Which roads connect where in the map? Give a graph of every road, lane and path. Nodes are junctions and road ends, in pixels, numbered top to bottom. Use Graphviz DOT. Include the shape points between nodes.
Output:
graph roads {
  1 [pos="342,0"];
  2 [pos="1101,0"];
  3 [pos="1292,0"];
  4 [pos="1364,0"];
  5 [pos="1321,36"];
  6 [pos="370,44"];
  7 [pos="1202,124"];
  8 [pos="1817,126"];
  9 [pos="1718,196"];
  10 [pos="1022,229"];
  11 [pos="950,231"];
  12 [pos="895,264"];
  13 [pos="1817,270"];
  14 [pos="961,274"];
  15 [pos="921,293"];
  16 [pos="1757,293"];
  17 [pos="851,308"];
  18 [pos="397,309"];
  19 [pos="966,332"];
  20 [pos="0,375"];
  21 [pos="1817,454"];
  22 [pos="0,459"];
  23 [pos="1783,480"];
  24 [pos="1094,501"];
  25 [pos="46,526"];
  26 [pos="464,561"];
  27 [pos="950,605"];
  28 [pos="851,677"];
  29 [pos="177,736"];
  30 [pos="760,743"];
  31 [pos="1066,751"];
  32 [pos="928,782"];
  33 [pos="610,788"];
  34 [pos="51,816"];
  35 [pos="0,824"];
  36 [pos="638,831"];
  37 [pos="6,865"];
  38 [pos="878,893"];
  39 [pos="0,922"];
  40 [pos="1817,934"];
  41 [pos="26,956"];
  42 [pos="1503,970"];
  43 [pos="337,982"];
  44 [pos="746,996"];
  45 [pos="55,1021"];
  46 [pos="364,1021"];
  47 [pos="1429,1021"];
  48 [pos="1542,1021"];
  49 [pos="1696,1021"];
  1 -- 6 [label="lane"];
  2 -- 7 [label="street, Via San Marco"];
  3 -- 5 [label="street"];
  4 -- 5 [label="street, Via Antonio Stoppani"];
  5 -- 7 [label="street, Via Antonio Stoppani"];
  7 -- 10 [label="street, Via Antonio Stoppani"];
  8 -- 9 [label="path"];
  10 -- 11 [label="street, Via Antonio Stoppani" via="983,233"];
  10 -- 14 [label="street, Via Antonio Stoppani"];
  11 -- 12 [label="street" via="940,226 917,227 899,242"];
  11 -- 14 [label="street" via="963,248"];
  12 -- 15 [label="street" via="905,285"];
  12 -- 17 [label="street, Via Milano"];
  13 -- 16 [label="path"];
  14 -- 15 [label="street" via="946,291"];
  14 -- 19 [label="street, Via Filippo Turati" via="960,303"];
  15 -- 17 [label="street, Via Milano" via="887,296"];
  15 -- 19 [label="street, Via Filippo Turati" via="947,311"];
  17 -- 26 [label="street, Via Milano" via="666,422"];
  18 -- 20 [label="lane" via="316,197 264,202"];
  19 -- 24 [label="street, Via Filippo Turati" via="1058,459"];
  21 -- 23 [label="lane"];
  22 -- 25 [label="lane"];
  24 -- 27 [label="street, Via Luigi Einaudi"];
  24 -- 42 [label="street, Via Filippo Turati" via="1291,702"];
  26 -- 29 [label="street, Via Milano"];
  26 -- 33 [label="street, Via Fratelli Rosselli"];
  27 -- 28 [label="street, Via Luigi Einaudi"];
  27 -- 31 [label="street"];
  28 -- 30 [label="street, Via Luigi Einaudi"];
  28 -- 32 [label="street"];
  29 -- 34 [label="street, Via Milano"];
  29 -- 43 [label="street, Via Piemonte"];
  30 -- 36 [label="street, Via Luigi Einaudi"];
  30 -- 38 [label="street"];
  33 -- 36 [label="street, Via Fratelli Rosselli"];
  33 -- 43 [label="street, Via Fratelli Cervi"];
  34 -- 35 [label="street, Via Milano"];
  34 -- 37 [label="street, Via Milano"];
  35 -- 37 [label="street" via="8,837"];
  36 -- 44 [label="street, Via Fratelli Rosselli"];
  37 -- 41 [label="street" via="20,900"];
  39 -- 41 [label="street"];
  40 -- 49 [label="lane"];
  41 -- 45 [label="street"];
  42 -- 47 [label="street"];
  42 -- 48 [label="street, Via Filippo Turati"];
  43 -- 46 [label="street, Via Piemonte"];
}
* * *
## TASK REQUIREMENTS
Every line in the data above that includes the word "Einaudi" should be copied.

## FINISHED EXERCISE
  24 -- 27 [label="street, Via Luigi Einaudi"];
  27 -- 28 [label="street, Via Luigi Einaudi"];
  28 -- 30 [label="street, Via Luigi Einaudi"];
  30 -- 36 [label="street, Via Luigi Einaudi"];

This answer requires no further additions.